Shweta Rathore; Dr. Md. Vaseem Naiyer

A Survey of Feature Extraction Techniques for Automatic Speech Recognition System

Exploring Feature Extraction in Automatic Speech Recognition System

by Shweta Rathore*, Dr. Md. Vaseem Naiyer,

- Published in Journal of Advances and Scholarly Researches in Allied Education, E-ISSN: 2230-7540

Volume 20, Issue No. 4, Oct 2023, Pages 148 - 151 (4)

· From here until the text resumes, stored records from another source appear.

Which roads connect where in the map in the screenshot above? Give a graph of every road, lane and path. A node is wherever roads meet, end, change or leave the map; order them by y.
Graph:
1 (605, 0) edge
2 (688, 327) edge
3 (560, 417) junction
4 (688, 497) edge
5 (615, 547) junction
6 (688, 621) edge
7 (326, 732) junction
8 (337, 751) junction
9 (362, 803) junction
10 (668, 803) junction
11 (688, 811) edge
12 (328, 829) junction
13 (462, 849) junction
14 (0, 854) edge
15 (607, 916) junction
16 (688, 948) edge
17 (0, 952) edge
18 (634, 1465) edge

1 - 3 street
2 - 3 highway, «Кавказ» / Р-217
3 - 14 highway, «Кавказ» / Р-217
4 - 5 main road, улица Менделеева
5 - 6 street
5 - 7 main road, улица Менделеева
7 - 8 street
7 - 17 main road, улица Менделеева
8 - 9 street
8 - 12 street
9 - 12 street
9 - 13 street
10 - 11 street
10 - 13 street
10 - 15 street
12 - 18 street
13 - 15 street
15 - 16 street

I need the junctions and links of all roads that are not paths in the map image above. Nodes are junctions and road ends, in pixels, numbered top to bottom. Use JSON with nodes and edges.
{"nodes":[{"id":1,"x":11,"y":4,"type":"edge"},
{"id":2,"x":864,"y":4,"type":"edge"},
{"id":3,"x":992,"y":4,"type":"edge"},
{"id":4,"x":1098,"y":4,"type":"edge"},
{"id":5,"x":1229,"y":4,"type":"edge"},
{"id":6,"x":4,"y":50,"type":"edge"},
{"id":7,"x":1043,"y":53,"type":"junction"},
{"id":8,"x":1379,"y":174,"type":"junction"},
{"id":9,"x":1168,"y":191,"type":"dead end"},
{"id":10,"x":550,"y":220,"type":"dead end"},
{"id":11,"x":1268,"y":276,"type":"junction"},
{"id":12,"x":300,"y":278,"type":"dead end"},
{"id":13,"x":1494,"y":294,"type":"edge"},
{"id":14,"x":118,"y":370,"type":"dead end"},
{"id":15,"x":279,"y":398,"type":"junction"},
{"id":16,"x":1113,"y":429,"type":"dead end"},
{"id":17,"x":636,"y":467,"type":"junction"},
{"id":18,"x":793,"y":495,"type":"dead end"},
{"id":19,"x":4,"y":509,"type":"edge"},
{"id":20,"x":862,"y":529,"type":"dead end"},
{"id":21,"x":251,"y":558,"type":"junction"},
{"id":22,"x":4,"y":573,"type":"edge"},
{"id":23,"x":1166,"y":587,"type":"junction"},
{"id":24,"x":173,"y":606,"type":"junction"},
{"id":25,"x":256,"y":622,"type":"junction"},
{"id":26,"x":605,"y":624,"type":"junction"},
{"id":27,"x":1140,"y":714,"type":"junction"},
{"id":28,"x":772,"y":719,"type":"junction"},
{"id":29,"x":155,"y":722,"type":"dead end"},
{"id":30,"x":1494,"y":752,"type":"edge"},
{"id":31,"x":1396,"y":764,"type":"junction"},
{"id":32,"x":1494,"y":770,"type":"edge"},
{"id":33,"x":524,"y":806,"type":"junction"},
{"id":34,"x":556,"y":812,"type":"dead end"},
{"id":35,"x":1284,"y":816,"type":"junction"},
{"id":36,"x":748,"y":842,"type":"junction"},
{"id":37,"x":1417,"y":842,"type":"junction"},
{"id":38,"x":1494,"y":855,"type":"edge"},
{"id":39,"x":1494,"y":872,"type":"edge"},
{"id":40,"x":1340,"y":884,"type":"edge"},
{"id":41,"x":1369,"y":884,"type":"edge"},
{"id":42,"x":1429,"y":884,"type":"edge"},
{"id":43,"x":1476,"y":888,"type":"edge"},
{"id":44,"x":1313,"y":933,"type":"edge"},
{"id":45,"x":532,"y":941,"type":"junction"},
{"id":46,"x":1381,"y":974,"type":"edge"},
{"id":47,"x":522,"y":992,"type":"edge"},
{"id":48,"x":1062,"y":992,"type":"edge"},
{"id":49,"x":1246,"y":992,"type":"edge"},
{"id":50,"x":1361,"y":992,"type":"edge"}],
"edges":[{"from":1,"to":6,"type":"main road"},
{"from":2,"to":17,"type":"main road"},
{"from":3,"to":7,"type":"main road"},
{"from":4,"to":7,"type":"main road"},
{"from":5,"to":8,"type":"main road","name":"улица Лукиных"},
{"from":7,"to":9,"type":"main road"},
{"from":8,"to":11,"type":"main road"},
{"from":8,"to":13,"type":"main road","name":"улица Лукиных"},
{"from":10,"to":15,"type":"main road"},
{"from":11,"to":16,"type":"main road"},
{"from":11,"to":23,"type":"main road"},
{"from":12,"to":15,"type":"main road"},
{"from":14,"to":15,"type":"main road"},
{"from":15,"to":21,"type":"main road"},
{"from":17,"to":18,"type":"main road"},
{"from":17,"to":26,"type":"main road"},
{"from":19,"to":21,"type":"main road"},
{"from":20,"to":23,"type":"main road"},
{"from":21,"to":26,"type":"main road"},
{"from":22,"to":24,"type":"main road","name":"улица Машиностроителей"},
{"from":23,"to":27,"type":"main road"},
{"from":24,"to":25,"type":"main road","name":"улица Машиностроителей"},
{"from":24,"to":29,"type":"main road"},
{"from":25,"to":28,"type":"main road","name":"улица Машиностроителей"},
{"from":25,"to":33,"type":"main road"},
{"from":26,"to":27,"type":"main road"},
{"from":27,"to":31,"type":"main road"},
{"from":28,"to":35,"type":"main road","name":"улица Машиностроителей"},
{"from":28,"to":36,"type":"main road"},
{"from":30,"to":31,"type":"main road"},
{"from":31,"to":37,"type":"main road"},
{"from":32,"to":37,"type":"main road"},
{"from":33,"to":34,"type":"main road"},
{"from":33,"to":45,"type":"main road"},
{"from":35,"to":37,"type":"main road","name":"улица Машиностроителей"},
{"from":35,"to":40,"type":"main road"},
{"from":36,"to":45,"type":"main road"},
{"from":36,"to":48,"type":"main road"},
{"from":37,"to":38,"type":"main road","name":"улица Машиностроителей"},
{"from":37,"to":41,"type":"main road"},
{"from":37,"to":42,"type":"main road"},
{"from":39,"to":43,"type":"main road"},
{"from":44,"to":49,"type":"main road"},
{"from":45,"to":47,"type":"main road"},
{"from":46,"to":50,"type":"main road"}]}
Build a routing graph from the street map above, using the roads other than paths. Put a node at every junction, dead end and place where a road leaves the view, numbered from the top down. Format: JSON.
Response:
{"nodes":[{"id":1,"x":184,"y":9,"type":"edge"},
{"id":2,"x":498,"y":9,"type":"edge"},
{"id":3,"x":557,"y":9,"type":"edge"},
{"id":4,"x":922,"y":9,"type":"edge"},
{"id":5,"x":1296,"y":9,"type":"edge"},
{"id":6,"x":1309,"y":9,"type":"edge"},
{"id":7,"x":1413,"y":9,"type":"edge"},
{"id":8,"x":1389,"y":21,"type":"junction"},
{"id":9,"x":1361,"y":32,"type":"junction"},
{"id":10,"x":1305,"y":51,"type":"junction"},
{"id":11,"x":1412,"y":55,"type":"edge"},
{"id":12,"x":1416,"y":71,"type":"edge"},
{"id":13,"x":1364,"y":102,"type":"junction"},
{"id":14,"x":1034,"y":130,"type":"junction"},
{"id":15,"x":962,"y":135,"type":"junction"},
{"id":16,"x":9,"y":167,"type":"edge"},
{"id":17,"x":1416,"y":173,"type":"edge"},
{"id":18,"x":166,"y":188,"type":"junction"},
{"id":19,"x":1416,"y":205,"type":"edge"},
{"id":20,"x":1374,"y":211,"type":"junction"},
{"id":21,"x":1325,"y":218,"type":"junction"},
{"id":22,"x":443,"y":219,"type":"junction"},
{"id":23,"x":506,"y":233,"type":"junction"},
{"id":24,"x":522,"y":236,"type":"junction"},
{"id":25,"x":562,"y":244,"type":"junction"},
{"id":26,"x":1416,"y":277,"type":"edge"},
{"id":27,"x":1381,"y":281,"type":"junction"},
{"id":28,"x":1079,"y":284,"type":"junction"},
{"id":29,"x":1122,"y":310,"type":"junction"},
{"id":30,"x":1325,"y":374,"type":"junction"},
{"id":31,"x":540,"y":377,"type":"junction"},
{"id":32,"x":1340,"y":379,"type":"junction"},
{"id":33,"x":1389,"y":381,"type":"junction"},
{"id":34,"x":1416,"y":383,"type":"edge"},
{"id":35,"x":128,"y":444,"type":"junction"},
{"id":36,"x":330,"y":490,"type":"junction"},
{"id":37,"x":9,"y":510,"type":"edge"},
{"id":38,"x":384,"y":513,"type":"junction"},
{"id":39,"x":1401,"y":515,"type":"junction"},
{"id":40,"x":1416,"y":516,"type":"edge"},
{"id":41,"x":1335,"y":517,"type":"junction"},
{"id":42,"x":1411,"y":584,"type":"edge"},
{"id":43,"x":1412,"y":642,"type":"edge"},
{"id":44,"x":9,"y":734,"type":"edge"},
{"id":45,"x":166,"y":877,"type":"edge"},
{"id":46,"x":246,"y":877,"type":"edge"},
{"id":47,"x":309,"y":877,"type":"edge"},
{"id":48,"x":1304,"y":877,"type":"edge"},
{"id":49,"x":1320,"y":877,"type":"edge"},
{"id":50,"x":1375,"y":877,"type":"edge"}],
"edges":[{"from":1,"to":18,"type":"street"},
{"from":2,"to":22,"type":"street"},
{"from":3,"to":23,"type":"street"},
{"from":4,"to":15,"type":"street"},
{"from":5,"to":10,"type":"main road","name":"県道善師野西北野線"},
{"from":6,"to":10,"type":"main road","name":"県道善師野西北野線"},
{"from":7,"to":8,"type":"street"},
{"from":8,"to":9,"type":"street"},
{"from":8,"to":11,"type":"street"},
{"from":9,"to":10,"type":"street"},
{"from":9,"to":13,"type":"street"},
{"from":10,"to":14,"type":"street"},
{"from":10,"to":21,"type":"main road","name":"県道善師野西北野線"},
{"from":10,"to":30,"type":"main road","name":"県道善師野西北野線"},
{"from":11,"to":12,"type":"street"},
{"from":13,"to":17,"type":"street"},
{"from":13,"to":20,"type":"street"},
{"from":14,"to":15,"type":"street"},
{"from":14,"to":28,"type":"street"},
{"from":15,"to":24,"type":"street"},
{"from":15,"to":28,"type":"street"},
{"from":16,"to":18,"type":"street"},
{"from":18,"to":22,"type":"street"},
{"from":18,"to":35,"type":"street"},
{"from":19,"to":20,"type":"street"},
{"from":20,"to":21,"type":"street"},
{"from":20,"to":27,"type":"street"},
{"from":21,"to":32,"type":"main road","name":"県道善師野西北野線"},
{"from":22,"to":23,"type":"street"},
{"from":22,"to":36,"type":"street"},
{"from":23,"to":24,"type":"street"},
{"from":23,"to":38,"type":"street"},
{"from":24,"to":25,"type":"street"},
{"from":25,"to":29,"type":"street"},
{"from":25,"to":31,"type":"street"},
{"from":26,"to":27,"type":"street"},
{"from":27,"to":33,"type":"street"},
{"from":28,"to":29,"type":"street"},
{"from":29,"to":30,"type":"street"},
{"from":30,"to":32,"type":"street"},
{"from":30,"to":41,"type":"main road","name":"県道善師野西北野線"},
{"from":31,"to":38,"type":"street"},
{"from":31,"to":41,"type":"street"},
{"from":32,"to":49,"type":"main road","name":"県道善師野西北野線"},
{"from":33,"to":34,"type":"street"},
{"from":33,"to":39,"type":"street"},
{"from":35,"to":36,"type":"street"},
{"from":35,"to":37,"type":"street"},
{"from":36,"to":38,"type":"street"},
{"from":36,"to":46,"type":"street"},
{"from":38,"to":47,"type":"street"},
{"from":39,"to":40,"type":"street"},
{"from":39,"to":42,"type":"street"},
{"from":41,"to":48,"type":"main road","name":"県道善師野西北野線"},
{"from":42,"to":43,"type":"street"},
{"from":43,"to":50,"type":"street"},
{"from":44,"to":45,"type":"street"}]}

Published by: Ignited Minds Journals

ABSTRACT

Voice recognition is one of the key evolutions of biometric identification system which not only have identification capability but this technology can be used to create more sophisticated applications. This paper reviews the methodology for extracting features from speech signal. In this paper we have discussed the Components of ASR and Mel Frequency Cepstral Coefficient MFCC,Distance Measurement with Automatic Speech Recognition System(ASR)

KEYWORD

feature extraction techniques, automatic speech recognition system, voice recognition, biometric identification system, sophisticated applications, components of ASR, Mel Frequency Cepstral Coefficient, distance measurement

INTRODUCTION

The word “Speech Recognition”, itself explains the meaning that it is the technology developed for device/machine for empowering the understanding of human / non human voice.”ASR is not only a means to provide recognition features in existing system there is more effect of ASR. Let us consider a person not even capable of speck the words properly, suffering a problem for explain what he needs, now from his/her point of view he needs a device that can speak in place of him. This is what exactly the power of ASR technology is. ASR provides the way of research field in which researcher can make devices/machines for this kind of people suffering with speech impairment. So we can say that Automatic Speech Recognition or ASR, as it's known in short, is the technology that allows human beings to use their voices to speak with a computer interface in a way that, in its most sophisticated variations, resembles normal human conversation. Developers across many industries now use automatic speech recognition (ASR) to increase business productivity, application efficiency, and even digital accessibility. This post discusses ASR, how it works, use cases, advancements, and more.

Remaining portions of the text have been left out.